Jonathan Stuart
- Born: Jonathan Hamilton Stuart 29 December 1975 (age 50) Burnley, England
- Height: 1.83 m (6 ft 0 in)
- Weight: 98 kg (15 st 6 lb)
- University: Loughborough University

Rugby union career
- Position: Centre

Amateur team(s)
- Years: Team / Apps / (Points)
- 1997-98: Paris University Rugby
- 2002-04: Selkirk RFC

Senior career
- Years: Team / Apps / (Points)
- 1998-99: Leicester Tigers / 16 / (5)
- 1999-2002: Glasgow Warriors / 67 / (40)
- 2002-04: Border Reivers
- 2004-05: Lyon OU
- 2005-08: La Rochelle

International career
- Years: Team / Apps / (Points)
- 1997: Scotland U21
- 2000-02: Scotland 'A'

= Jonathan Stuart =

Scottish rugby union player (born 1975)

Jonathan Stuart (born 29 December 1975 in Burnley, England) is an English born former Scotland 'A' international rugby union player who played for Glasgow Warriors, then Glasgow Caledonians, at the Centre position.

Stuart originally played rugby for Paris University in season 1997-98 before signing for Leicester Tigers in the 1998-99 season. He had 8 starts for the Tigers and a further 8 appearances from the substitutes bench.

He signed for Glasgow Warriors in 1999 playing for them in the Heineken Cup, the Scottish-Welsh League and the Celtic League.

Stuart said of the move: "My main ambition is to play rugby for Scotland and I believe this move will provide me with the best opportunity to achieve that.
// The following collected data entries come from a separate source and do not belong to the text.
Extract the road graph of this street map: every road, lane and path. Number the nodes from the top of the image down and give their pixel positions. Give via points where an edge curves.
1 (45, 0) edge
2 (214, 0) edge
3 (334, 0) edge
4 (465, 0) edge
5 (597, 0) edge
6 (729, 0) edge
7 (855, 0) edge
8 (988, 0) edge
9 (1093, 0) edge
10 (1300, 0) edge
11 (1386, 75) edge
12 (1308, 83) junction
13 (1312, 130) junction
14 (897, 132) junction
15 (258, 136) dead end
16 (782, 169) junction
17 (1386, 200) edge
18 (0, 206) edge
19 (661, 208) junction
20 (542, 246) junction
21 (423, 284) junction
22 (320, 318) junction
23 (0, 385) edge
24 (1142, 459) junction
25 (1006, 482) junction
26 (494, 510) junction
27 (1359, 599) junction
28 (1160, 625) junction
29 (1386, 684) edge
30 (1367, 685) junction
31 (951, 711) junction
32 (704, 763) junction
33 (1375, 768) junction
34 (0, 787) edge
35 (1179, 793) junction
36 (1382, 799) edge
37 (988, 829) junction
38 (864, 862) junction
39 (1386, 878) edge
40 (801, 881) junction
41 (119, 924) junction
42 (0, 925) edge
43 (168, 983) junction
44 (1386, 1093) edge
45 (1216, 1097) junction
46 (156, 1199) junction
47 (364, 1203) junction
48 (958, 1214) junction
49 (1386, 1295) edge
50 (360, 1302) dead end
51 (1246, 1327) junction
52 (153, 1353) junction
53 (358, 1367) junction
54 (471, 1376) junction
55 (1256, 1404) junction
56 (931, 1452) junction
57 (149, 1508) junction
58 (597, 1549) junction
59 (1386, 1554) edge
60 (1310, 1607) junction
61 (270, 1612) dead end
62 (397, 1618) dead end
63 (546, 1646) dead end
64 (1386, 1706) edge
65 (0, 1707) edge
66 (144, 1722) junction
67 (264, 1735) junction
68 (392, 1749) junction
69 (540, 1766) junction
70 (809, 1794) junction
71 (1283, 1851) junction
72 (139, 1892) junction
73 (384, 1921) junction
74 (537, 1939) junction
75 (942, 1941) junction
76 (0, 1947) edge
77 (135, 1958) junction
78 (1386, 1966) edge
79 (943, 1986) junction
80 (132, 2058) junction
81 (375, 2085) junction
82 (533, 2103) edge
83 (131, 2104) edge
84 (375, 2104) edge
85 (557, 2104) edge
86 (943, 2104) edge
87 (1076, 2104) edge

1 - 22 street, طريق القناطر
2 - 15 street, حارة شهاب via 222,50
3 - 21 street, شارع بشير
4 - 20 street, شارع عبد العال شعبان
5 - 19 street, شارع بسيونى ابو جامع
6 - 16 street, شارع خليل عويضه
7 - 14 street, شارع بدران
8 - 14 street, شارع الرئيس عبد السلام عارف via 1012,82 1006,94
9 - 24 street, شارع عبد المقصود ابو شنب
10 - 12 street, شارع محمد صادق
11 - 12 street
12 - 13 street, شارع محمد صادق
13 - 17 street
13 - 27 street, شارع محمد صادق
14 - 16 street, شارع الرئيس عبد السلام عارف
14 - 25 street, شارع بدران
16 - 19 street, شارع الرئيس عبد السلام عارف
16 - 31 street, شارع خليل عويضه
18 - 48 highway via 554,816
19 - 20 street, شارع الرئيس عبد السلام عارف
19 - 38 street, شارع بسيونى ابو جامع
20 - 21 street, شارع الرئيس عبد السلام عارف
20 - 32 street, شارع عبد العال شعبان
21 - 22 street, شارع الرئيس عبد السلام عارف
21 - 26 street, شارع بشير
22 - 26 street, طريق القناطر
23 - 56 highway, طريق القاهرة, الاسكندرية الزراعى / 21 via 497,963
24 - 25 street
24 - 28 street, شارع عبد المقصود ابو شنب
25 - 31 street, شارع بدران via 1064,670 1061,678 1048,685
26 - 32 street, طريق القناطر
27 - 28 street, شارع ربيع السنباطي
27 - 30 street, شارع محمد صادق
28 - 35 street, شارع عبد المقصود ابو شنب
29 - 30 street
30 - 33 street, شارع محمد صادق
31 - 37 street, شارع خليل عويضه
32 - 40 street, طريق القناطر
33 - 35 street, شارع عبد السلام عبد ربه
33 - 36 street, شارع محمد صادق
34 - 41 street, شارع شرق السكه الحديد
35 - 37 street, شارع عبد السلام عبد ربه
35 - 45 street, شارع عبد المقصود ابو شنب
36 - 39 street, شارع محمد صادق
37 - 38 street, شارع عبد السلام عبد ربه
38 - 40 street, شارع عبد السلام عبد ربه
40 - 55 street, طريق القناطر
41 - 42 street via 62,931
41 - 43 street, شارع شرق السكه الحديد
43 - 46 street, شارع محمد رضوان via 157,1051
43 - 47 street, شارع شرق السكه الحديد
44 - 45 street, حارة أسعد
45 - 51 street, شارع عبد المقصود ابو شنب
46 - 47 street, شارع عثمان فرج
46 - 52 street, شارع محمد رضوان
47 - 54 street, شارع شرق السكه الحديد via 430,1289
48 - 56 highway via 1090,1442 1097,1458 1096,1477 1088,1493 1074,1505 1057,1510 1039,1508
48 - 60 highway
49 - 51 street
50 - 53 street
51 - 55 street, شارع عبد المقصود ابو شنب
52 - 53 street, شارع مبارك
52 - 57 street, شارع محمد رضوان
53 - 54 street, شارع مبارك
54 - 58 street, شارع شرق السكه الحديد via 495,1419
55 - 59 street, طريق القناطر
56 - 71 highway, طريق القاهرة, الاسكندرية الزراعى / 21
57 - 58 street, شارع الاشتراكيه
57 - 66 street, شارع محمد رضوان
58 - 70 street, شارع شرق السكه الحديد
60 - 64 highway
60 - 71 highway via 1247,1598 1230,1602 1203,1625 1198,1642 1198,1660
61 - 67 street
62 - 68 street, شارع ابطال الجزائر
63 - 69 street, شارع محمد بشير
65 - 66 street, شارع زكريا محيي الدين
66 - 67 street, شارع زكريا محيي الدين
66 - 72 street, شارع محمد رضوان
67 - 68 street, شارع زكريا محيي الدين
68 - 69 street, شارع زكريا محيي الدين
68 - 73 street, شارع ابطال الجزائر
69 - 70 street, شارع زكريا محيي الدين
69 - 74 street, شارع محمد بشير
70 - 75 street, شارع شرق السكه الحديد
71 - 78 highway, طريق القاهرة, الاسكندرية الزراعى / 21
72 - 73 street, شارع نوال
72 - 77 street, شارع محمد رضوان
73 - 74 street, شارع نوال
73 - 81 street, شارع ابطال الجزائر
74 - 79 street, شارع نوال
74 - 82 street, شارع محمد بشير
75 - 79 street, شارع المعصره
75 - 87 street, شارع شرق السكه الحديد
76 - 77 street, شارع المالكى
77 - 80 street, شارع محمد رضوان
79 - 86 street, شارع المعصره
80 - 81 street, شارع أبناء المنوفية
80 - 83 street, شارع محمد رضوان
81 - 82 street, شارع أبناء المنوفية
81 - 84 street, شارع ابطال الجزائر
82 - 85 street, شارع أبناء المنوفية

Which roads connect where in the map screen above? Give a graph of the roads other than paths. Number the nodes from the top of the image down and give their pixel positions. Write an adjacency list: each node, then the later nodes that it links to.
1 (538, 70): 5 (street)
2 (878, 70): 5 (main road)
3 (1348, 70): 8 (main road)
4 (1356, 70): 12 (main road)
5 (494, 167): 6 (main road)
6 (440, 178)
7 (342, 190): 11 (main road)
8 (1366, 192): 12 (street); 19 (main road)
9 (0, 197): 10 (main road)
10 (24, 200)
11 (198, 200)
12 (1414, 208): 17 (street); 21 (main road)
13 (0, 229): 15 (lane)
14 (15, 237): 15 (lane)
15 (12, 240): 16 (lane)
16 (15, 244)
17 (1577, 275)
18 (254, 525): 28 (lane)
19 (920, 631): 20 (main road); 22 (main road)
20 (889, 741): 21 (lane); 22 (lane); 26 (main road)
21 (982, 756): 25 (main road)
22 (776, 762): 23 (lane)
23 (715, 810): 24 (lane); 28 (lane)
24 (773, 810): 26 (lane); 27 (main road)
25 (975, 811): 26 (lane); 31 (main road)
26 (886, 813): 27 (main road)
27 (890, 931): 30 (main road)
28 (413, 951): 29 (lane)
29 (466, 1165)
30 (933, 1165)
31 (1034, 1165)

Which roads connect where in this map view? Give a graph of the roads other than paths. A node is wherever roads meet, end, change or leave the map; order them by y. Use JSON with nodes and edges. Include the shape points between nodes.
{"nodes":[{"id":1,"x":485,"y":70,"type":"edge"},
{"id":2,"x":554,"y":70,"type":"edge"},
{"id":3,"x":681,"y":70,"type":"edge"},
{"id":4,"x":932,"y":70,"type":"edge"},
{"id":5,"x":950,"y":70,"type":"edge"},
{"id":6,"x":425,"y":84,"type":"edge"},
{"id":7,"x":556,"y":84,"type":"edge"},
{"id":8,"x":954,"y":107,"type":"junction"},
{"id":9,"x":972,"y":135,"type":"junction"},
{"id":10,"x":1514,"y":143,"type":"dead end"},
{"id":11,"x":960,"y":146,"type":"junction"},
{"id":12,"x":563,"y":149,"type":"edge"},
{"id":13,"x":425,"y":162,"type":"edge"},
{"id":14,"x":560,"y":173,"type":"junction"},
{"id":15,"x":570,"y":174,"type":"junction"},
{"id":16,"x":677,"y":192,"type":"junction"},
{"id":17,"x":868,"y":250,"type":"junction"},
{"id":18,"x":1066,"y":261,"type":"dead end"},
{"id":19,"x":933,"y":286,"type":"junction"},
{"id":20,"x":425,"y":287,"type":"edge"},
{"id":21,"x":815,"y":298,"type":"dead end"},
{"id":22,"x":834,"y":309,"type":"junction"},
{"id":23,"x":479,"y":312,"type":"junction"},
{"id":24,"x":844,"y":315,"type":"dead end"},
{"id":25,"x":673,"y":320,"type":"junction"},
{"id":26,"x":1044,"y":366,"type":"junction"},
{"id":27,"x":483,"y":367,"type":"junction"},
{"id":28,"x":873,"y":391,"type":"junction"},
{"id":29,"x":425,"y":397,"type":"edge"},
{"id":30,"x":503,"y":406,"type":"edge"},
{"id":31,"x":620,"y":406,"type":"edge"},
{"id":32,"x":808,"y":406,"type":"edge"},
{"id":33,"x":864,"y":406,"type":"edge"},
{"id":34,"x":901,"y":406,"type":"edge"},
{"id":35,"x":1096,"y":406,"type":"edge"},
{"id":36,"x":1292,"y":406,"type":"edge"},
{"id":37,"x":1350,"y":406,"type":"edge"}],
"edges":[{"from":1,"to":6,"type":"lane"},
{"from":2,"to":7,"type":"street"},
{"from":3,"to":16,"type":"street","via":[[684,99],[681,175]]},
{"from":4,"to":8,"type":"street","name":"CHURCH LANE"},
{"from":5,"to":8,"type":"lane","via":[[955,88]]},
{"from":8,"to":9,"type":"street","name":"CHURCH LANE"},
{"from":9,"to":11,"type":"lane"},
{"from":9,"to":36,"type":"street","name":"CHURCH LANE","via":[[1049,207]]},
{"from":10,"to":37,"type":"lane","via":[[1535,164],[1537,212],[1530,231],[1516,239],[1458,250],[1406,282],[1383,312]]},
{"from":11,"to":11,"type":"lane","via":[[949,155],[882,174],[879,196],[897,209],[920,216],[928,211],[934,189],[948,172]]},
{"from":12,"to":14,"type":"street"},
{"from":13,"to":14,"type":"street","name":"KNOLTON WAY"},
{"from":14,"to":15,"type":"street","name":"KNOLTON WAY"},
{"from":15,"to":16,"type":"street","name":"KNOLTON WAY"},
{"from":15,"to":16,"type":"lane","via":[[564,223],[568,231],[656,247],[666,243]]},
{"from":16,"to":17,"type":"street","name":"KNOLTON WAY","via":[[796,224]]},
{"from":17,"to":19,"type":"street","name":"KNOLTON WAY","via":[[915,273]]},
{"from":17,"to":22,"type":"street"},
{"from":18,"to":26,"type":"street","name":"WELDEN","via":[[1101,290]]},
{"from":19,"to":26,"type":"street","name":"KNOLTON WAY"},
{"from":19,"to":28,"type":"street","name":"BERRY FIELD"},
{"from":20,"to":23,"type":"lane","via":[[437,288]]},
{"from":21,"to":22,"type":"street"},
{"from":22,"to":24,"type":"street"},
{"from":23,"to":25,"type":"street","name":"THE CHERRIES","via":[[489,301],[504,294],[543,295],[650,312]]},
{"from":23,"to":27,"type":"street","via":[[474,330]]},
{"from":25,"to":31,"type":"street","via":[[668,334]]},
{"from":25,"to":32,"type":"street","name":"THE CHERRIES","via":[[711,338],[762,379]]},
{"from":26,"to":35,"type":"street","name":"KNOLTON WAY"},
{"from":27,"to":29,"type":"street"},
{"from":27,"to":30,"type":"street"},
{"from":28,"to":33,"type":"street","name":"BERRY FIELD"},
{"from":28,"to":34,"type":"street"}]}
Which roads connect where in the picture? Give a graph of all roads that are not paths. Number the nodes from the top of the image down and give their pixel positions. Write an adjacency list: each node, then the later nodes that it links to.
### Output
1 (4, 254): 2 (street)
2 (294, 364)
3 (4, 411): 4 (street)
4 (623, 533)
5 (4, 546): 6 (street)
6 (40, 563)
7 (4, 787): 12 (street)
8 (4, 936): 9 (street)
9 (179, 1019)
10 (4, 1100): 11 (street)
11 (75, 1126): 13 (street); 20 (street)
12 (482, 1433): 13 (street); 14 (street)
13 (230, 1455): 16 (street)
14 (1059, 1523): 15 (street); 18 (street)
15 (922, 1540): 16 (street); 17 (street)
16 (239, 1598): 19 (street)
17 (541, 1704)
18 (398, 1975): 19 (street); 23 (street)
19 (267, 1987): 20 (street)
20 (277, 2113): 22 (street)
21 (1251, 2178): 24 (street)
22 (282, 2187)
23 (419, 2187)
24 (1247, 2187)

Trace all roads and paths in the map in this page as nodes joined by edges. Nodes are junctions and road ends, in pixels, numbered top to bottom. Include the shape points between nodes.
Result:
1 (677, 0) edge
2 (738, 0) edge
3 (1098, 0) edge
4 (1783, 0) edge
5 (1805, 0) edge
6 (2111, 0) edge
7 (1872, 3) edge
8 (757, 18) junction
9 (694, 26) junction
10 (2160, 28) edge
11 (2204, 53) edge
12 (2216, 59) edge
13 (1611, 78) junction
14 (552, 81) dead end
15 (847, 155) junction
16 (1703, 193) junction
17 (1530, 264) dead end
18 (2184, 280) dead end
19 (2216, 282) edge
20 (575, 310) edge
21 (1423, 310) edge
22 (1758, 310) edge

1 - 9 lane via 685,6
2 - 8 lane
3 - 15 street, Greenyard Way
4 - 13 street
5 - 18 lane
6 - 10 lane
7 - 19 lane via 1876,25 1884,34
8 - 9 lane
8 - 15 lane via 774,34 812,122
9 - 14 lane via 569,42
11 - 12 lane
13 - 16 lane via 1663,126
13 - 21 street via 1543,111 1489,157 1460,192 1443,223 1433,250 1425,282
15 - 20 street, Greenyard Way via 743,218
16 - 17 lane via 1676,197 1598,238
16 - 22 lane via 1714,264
Scotland's performances in the Five Nations championship inspired me and, having spoken with the Glasgow Caledonians coaching staff, they have assured me that they intend to play the same 15-man game."

Stuart had rejected approaches from England Students and the England Under 21 side to play for Scotland. He believed his grandfather was from Glasgow. He played for Scotland Under 21s in 1997 and was then picked for a Scotland 'A' international against Ireland 'A' in the 1999-2000 season, however he was later found to be ineligible in 2000.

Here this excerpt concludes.